Starting at the top of the records below, write out each line exactly as it stands, stopping after the line with "display:grid; place-items:center; width:70px;"; exclude the pictures.
○ ○ ○ ○ ○
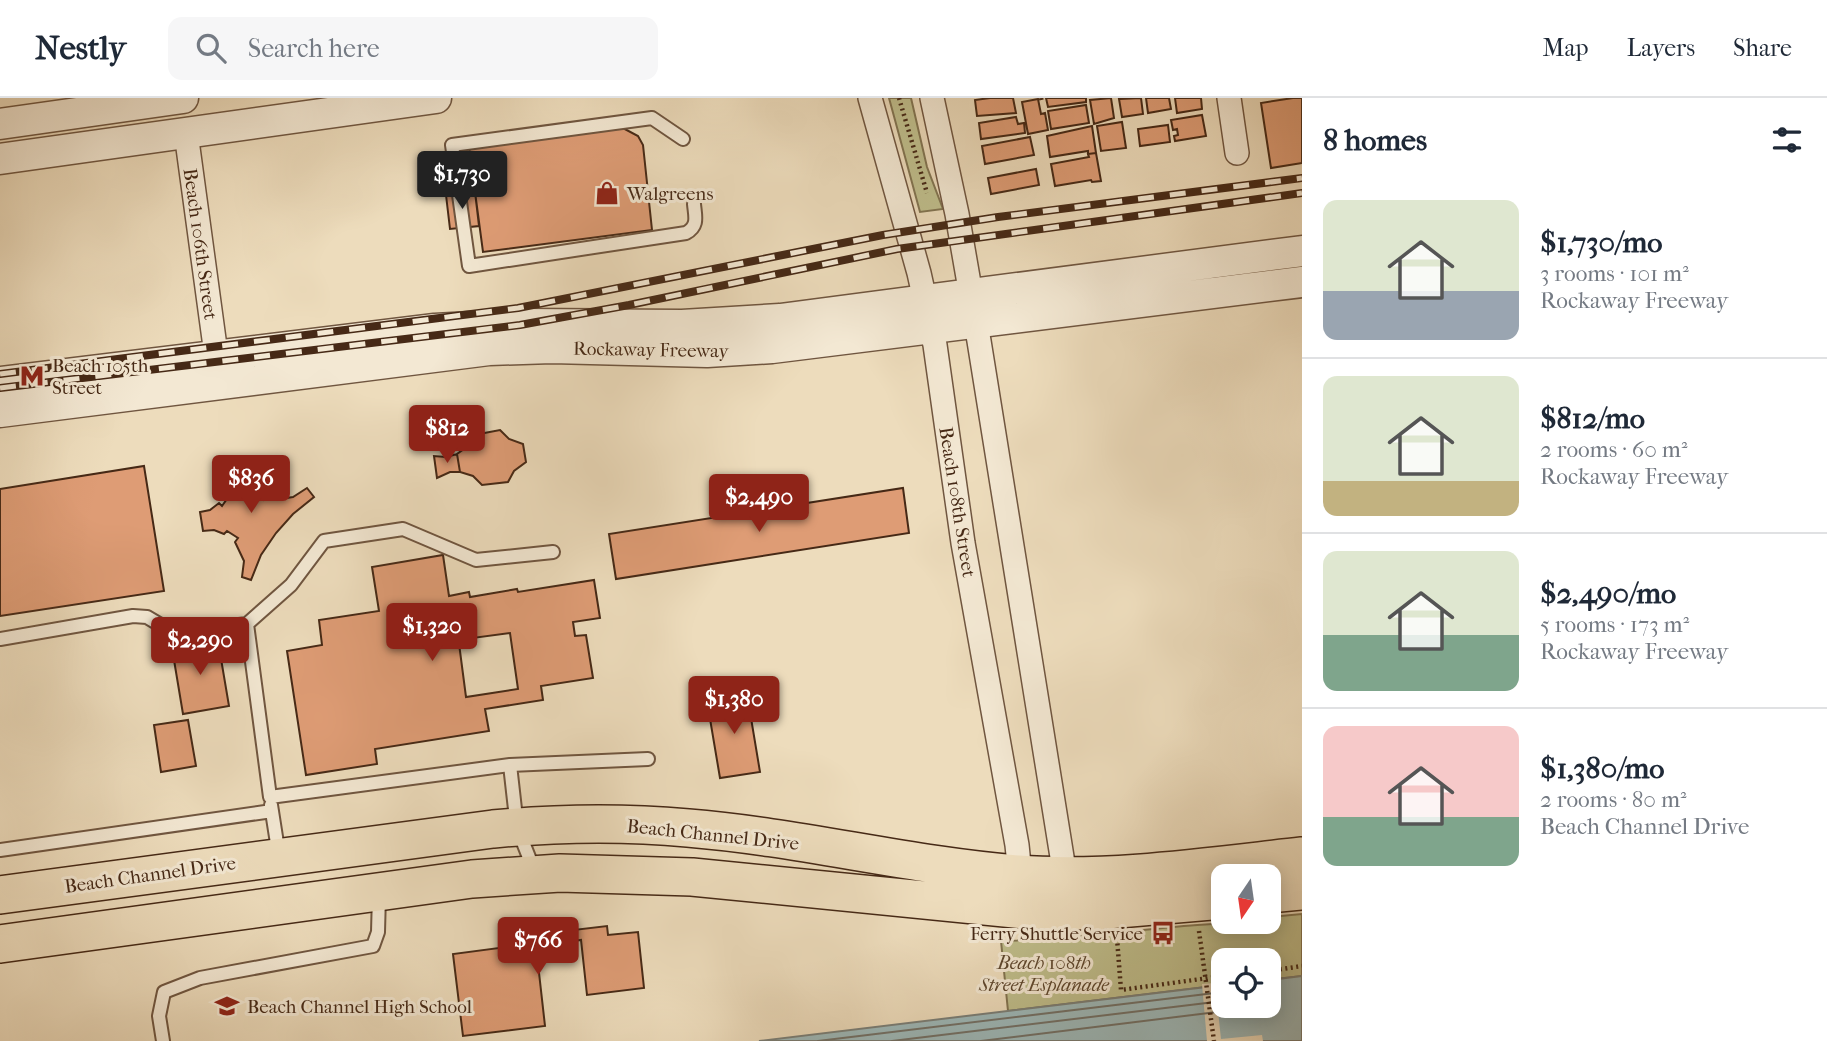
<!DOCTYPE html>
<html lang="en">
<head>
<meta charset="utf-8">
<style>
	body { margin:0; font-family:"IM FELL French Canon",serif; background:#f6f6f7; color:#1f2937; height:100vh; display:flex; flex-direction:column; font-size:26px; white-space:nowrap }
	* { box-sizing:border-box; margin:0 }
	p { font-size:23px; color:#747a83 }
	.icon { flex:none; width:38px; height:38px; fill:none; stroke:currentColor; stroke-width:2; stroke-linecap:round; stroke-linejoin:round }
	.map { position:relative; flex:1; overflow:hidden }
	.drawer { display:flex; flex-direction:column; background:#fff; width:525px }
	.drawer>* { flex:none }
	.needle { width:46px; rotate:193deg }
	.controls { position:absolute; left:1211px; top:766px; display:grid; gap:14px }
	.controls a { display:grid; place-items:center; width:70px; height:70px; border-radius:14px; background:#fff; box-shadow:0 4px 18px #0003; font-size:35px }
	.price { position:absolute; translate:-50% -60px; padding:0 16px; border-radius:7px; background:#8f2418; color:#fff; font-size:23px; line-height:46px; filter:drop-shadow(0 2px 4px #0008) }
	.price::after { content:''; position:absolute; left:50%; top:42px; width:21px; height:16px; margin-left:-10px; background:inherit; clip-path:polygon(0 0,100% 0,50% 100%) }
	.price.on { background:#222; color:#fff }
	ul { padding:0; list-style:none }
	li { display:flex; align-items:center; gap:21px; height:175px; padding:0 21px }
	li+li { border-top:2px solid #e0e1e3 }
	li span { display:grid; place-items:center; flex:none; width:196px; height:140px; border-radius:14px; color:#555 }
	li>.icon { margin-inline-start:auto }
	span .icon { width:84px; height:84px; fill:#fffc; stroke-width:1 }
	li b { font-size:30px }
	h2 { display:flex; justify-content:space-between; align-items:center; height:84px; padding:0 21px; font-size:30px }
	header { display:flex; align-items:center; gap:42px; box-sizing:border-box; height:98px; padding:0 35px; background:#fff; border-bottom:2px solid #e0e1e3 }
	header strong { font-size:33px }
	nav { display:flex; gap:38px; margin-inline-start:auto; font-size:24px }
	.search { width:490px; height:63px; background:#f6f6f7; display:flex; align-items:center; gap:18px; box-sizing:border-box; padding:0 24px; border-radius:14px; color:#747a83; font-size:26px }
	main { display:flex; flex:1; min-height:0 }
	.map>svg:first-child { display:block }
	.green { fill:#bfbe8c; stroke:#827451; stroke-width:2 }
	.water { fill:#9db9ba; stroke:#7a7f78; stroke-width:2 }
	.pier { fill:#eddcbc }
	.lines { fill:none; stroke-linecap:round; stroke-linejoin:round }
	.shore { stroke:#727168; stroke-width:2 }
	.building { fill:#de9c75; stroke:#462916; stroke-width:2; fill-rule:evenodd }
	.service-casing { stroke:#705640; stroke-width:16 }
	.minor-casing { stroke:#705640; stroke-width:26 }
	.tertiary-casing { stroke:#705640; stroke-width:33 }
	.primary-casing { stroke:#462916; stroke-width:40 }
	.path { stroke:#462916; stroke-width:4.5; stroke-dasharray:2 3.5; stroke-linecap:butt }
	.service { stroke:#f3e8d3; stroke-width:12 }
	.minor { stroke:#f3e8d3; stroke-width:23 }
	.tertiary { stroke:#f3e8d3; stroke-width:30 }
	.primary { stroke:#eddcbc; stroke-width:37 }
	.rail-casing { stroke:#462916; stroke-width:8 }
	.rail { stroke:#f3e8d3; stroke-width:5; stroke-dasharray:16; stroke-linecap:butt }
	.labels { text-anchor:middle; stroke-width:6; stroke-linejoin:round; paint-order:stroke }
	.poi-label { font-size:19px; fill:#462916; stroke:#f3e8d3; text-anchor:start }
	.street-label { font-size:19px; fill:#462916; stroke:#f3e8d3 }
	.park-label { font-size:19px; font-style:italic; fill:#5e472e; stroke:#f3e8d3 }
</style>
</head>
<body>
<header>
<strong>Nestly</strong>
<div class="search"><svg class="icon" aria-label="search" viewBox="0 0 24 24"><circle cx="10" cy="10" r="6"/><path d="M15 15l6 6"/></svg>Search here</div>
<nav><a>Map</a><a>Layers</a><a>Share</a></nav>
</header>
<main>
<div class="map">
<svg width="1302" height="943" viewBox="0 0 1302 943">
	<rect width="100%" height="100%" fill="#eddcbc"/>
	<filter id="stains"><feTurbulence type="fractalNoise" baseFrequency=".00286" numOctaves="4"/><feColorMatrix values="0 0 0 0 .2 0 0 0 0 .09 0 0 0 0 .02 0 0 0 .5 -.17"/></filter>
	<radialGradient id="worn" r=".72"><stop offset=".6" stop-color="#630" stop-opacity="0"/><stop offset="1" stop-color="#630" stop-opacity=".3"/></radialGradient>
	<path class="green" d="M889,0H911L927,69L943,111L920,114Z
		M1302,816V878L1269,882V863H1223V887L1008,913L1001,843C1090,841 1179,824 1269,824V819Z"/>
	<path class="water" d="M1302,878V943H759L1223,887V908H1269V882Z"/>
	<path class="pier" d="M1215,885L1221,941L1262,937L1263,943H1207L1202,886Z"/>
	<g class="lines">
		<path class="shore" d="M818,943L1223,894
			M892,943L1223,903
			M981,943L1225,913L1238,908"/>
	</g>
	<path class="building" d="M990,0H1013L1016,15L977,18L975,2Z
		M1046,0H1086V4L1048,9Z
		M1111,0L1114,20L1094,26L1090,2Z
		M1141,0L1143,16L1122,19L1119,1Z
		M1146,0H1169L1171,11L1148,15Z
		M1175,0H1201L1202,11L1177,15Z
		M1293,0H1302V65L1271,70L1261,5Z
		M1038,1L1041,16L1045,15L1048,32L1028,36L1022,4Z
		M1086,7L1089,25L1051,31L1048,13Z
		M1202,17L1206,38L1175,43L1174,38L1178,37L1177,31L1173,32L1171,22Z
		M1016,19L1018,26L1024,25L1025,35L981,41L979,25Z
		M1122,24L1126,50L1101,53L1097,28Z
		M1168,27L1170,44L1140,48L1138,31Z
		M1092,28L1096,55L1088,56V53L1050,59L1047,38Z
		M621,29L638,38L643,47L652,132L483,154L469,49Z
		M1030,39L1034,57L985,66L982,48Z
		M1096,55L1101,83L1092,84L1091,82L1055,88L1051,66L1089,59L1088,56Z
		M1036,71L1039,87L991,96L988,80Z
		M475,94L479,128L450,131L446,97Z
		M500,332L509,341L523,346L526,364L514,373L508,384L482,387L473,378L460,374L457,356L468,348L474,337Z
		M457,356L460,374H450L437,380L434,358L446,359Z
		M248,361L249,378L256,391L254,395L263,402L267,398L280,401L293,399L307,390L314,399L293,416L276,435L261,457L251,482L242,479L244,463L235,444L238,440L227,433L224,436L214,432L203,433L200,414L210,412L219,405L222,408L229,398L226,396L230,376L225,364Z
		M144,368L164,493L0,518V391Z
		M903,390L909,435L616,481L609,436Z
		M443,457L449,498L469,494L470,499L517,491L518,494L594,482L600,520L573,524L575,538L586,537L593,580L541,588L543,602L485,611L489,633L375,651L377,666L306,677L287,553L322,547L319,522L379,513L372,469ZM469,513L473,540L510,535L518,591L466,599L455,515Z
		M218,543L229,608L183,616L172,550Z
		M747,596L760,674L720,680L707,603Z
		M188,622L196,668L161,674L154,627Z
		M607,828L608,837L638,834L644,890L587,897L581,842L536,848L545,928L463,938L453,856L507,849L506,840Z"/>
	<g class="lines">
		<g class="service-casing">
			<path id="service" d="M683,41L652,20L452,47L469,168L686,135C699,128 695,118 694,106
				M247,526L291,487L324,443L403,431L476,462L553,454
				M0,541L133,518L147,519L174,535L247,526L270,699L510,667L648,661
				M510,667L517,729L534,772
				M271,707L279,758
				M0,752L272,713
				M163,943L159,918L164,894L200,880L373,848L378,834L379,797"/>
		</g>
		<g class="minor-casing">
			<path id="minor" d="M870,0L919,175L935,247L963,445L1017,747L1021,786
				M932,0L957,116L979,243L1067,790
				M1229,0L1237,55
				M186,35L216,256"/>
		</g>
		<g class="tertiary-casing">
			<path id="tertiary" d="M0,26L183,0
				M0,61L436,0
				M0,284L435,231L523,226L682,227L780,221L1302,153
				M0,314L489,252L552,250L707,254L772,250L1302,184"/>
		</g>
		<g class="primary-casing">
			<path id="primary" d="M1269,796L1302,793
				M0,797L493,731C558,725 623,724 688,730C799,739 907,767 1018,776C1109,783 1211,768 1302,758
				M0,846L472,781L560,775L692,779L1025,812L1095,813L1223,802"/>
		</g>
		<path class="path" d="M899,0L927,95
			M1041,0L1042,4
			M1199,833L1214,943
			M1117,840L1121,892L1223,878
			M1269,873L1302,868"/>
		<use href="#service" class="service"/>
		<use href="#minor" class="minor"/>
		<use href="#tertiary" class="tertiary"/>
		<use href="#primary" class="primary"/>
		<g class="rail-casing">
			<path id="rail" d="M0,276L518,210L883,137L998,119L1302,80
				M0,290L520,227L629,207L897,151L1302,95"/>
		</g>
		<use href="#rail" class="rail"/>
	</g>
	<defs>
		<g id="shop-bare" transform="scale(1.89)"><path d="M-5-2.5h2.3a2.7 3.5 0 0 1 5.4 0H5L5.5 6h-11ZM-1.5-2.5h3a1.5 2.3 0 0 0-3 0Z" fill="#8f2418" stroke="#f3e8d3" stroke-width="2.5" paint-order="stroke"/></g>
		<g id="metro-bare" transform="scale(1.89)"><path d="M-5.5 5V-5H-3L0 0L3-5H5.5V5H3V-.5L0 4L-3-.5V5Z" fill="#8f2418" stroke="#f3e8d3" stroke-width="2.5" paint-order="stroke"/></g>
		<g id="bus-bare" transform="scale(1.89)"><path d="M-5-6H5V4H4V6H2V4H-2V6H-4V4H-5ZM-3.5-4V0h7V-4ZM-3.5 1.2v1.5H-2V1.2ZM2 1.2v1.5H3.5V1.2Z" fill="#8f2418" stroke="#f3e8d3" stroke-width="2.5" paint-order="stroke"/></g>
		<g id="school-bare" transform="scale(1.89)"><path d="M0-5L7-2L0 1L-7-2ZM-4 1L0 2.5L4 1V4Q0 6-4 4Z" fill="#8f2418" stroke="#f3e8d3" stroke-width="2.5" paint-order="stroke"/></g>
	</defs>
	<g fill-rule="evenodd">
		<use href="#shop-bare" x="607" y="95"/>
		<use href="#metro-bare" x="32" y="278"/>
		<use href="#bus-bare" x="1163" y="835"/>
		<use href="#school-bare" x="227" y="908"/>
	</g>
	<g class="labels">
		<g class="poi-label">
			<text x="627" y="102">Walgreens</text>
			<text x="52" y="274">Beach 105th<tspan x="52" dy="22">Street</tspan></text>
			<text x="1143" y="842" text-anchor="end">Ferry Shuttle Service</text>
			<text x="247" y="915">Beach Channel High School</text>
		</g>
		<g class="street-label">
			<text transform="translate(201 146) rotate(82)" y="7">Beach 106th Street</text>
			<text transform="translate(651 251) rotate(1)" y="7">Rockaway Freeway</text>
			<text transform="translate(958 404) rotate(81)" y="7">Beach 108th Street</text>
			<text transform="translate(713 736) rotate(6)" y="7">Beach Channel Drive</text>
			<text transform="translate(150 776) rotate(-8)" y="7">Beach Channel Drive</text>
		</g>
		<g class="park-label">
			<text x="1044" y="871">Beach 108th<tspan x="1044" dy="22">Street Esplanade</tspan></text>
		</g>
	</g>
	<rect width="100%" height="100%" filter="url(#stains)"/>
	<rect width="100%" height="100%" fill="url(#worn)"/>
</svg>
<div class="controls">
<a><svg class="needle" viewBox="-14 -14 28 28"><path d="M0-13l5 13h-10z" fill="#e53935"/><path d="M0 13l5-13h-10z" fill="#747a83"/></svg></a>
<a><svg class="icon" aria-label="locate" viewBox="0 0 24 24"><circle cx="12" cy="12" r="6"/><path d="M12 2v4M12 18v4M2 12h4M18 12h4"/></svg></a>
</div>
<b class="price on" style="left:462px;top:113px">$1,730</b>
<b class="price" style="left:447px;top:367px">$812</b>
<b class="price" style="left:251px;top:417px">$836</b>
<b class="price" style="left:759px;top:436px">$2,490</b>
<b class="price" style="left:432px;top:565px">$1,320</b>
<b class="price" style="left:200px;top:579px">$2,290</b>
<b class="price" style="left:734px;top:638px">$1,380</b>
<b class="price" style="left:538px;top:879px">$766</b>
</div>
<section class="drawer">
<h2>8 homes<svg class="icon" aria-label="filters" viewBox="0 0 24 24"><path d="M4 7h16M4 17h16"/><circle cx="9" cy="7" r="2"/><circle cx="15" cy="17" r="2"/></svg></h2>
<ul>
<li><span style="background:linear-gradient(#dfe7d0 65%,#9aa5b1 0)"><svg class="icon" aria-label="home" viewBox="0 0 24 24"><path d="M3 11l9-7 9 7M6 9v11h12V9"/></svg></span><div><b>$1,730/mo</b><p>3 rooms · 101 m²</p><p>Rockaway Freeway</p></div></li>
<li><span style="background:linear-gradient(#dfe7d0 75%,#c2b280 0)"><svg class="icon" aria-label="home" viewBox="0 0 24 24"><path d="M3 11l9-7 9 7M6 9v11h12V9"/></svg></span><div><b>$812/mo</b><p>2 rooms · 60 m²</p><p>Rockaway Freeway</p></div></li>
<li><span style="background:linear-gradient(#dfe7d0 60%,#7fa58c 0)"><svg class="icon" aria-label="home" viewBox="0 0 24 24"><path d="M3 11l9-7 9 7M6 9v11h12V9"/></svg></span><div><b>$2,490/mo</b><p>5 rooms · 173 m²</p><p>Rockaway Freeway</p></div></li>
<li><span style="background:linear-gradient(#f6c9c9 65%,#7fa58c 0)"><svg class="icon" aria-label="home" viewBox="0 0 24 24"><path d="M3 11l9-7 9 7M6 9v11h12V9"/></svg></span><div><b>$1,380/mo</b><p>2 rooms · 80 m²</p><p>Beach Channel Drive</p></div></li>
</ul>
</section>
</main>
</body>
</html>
○ ○ ○ ○ ○
== Expected answer ==
<!DOCTYPE html>
<html lang="en">
<head>
<meta charset="utf-8">
<style>
	body { margin:0; font-family:"IM FELL French Canon",serif; background:#f6f6f7; color:#1f2937; height:100vh; display:flex; flex-direction:column; font-size:26px; white-space:nowrap }
	* { box-sizing:border-box; margin:0 }
	p { font-size:23px; color:#747a83 }
	.icon { flex:none; width:38px; height:38px; fill:none; stroke:currentColor; stroke-width:2; stroke-linecap:round; stroke-linejoin:round }
	.map { position:relative; flex:1; overflow:hidden }
	.drawer { display:flex; flex-direction:column; background:#fff; width:525px }
	.drawer>* { flex:none }
	.needle { width:46px; rotate:193deg }
	.controls { position:absolute; left:1211px; top:766px; display:grid; gap:14px }
	.controls a { display:grid; place-items:center; width:70px; height:70px; border-radius:14px; background:#fff; box-shadow:0 4px 18px #0003; font-size:35px }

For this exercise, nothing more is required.